(RECORDED DATA Opens)

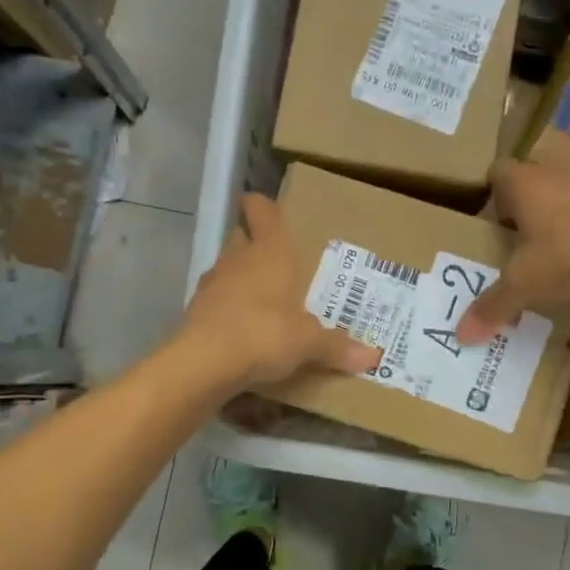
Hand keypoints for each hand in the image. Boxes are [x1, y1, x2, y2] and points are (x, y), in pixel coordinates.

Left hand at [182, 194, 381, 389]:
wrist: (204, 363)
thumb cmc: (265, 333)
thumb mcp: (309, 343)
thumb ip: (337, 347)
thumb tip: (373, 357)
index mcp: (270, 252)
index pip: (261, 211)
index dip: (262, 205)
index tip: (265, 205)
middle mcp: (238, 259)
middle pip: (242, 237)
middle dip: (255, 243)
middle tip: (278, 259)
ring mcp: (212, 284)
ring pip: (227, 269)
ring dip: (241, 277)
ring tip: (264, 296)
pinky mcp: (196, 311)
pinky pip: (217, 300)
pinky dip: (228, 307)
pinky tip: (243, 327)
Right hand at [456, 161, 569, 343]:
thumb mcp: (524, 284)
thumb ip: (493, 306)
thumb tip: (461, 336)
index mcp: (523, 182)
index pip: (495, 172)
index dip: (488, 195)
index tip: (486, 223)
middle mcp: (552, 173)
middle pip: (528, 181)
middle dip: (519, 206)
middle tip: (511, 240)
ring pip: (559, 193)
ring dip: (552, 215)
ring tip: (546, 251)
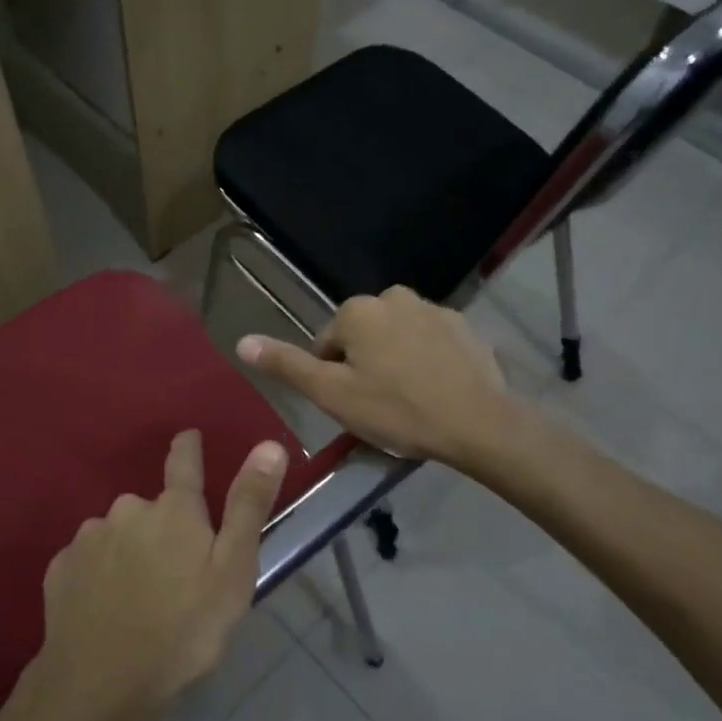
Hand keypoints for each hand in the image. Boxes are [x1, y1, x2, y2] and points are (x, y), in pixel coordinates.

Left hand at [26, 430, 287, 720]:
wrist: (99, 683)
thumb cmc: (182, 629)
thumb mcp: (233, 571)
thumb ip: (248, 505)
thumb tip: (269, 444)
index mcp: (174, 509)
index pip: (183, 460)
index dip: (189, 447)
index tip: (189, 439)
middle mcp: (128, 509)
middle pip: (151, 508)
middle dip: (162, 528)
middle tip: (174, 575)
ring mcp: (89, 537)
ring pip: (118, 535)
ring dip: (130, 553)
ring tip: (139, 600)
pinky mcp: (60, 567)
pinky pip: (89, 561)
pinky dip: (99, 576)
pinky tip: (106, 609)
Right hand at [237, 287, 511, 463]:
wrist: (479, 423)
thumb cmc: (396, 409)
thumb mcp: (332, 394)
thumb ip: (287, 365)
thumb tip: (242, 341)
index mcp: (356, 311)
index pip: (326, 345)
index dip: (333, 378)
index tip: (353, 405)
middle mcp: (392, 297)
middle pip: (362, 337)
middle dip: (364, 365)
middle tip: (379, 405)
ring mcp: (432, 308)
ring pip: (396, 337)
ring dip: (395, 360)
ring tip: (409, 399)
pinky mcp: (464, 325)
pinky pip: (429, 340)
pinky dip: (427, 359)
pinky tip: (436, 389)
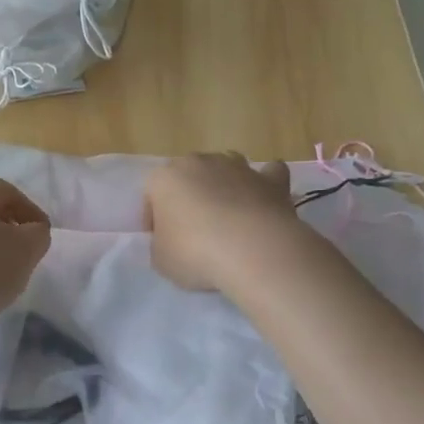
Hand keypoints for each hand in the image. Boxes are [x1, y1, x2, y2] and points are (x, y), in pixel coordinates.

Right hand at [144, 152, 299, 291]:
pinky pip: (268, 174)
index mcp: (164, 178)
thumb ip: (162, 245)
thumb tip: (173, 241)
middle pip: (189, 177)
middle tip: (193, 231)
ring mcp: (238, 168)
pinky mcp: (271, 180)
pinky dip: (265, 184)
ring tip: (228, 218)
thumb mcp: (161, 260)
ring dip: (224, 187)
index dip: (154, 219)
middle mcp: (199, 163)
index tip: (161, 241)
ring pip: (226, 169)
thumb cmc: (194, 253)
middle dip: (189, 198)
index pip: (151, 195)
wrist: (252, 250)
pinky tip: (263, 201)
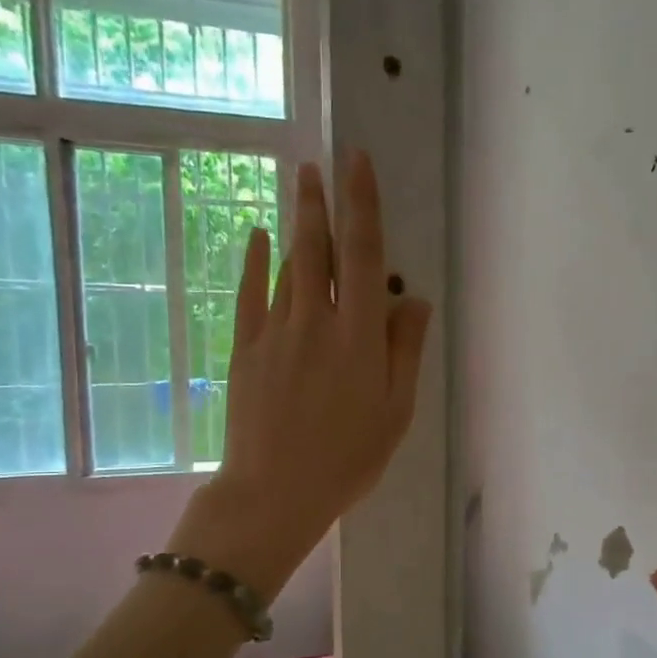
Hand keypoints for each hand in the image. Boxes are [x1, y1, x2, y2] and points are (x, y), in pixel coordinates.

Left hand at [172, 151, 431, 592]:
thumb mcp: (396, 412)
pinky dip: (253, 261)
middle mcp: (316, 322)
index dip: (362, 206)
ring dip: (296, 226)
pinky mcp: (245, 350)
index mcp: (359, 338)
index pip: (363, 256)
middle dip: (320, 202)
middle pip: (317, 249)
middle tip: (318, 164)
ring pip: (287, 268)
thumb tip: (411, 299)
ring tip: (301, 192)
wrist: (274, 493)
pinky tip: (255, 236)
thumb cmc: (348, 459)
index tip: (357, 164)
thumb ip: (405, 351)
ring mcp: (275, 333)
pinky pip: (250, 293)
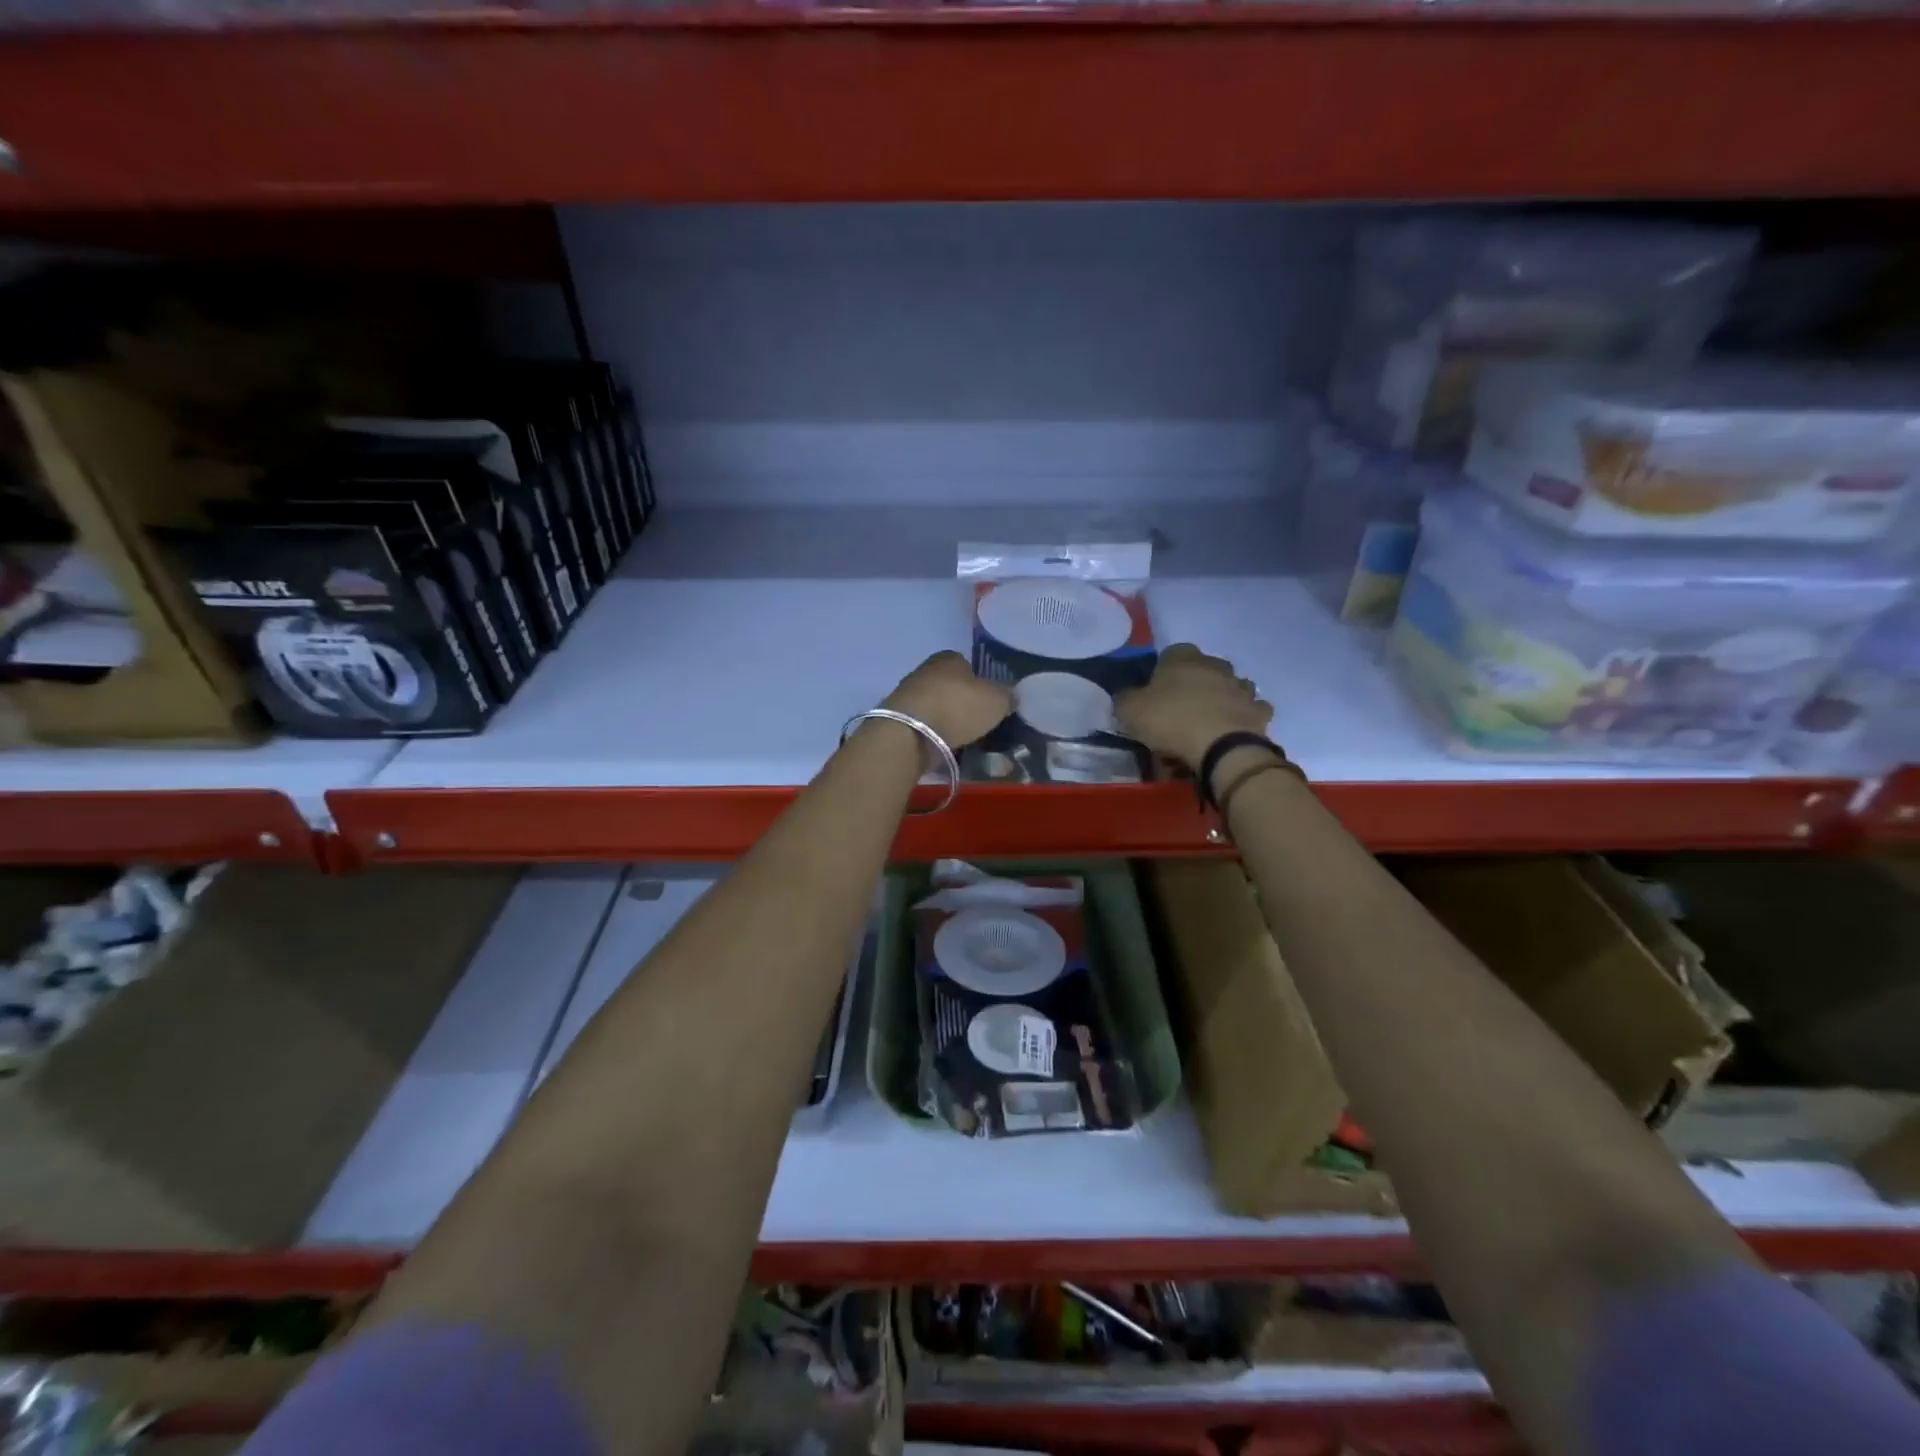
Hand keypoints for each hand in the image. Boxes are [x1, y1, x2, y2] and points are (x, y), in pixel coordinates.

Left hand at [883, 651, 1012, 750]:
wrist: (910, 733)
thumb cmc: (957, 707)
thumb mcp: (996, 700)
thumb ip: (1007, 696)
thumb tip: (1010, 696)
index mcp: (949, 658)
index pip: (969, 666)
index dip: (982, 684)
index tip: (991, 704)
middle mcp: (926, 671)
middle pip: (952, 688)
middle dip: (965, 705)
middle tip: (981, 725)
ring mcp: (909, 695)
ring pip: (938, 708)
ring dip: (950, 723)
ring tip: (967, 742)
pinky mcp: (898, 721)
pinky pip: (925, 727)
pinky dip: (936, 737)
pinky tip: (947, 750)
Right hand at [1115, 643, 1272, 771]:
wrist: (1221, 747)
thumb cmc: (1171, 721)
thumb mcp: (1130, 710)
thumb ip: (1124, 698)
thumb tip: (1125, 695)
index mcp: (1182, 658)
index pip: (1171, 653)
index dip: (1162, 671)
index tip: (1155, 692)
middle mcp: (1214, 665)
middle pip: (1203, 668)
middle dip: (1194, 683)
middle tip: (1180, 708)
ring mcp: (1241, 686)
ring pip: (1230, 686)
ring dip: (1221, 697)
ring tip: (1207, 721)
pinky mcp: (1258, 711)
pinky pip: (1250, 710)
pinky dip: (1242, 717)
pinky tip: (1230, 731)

(RECORDED DATA Closes)

EXERCISE AIM
Nothing but the records themselves, exact and complete, should be returned; leave the pictures out.

WORKED SOLUTION
Hand keypoints for each hand in the image. Boxes are [x1, y1, x2, y2] and points are (x, y), in pixel coordinates.

Left hand at [182, 194, 381, 389]:
wrist: (204, 363)
thumb cmc: (265, 333)
thumb mcp: (309, 343)
thumb ip: (337, 347)
thumb tip: (373, 357)
index mcp: (270, 252)
index pip: (261, 211)
index dip: (262, 205)
index tip: (265, 205)
middle mcp: (238, 259)
middle pip: (242, 237)
middle dip: (255, 243)
middle tip: (278, 259)
ring mcp: (212, 284)
ring pip: (227, 269)
ring dip: (241, 277)
ring tip: (264, 296)
pinky mcp: (196, 311)
pinky pip: (217, 300)
pinky dip: (228, 307)
pinky tip: (243, 327)
Right hand at [456, 161, 569, 343]:
thumb mcp: (524, 284)
thumb ip: (493, 306)
thumb tip: (461, 336)
index mcp: (523, 182)
index pip: (495, 172)
index dip: (488, 195)
index tip: (486, 223)
middle mcp: (552, 173)
middle pip: (528, 181)
middle dip: (519, 206)
middle tip: (511, 240)
ring pip: (559, 193)
ring dip: (552, 215)
ring tip: (546, 251)
Hand keypoints for each hand in the image. Boxes are [x1, y1, x2, y2] and points are (x, y), in pixel coordinates.

Left hand at [26, 430, 287, 720]:
wrist: (99, 683)
thumb cmc: (182, 629)
thumb mcp: (233, 571)
thumb ip: (248, 505)
thumb tip: (269, 444)
index mcp: (174, 509)
index pip: (183, 460)
index dip: (189, 447)
index tip: (189, 439)
middle mcp: (128, 509)
middle pip: (151, 508)
middle dip: (162, 528)
middle tip: (174, 575)
ring mcp: (89, 537)
ring pip: (118, 535)
ring dip: (130, 553)
ring tip: (139, 600)
pinky mcp: (60, 567)
pinky pip: (89, 561)
pinky dip: (99, 576)
pinky tip: (106, 609)
Right hand at [237, 287, 511, 463]:
wrist: (479, 423)
thumb cmc: (396, 409)
thumb mcp: (332, 394)
thumb ip: (287, 365)
thumb tip: (242, 341)
index mcp: (356, 311)
index pip: (326, 345)
index dip: (333, 378)
index tip: (353, 405)
middle mcp: (392, 297)
middle pip: (362, 337)
middle dip: (364, 365)
middle tip: (379, 405)
ring mcp: (432, 308)
ring pip: (396, 337)
ring dip: (395, 360)
ring tip: (409, 399)
pinky mcp: (464, 325)
pinky pip: (429, 340)
pinky dip: (427, 359)
pinky tip: (436, 389)
Hand keypoints for each hand in the image. Boxes are [x1, y1, x2, y2] and points are (x, y), in pixel coordinates.

Right hand at [144, 152, 299, 291]:
pinky pip: (268, 174)
index mcp: (164, 178)
thumb ip: (162, 245)
thumb tip: (173, 241)
middle pip: (189, 177)
middle tip: (193, 231)
ring mcp: (238, 168)
pinky mcp: (271, 180)
pinky dip: (265, 184)
ring tip: (228, 218)
thumb mcp: (161, 260)
ring dip: (224, 187)
index dip: (154, 219)
middle mcp: (199, 163)
index tip: (161, 241)
ring pip: (226, 169)
thumb cmc: (194, 253)
middle dip: (189, 198)
index pip: (151, 195)
wrist: (252, 250)
pinky tip: (263, 201)
Hand keypoints for each hand in the image. Boxes are [x1, y1, x2, y2] and points are (x, y), in pixel coordinates.

Left hand at [172, 151, 431, 592]:
thumb mcp: (396, 412)
pinky dip: (253, 261)
middle mcp: (316, 322)
index dip: (362, 206)
ring dip: (296, 226)
pinky mcp: (245, 350)
index mcp: (359, 338)
index pip: (363, 256)
middle dip: (320, 202)
middle pip: (317, 249)
middle tip: (318, 164)
ring pip: (287, 268)
thumb tip: (411, 299)
ring tip: (301, 192)
wrist: (274, 493)
pinky tip: (255, 236)
thumb cmc: (348, 459)
index tip: (357, 164)
thumb ip: (405, 351)
ring mcp: (275, 333)
pinky pip: (250, 293)
Hand keypoints for each hand in the image. Boxes are [x1, y1, x2, y2] and points are (x, y), in pixel coordinates.

Left hand at [883, 651, 1012, 750]:
wrist: (910, 733)
thumb cmc: (957, 707)
thumb mcp: (996, 700)
thumb ip: (1007, 696)
thumb tip: (1010, 696)
index mcp: (949, 658)
index pip: (969, 666)
index dip: (982, 684)
index tip: (991, 704)
middle mcp: (926, 671)
middle pip: (952, 688)
middle dip: (965, 705)
middle tip: (981, 725)
ring mcp: (909, 695)
ring pip: (938, 708)
ring dip: (950, 723)
ring tip: (967, 742)
pinky mcp: (898, 721)
pinky pip: (925, 727)
pinky dip: (936, 737)
pinky tip: (947, 750)
Right hand at [1115, 643, 1272, 771]:
wrist: (1221, 747)
thumb cmc: (1171, 721)
thumb mcp: (1130, 710)
thumb ip: (1124, 698)
thumb tip: (1125, 695)
index mcp: (1182, 658)
index pip: (1171, 653)
index dip: (1162, 671)
index tip: (1155, 692)
middle mcp: (1214, 665)
middle pip: (1203, 668)
middle dip: (1194, 683)
middle tip: (1180, 708)
ring mcp: (1241, 686)
ring pip: (1230, 686)
ring dip: (1221, 697)
ring tip: (1207, 721)
pinky mcp: (1258, 711)
pinky pip: (1250, 710)
pinky dip: (1242, 717)
pinky tip: (1230, 731)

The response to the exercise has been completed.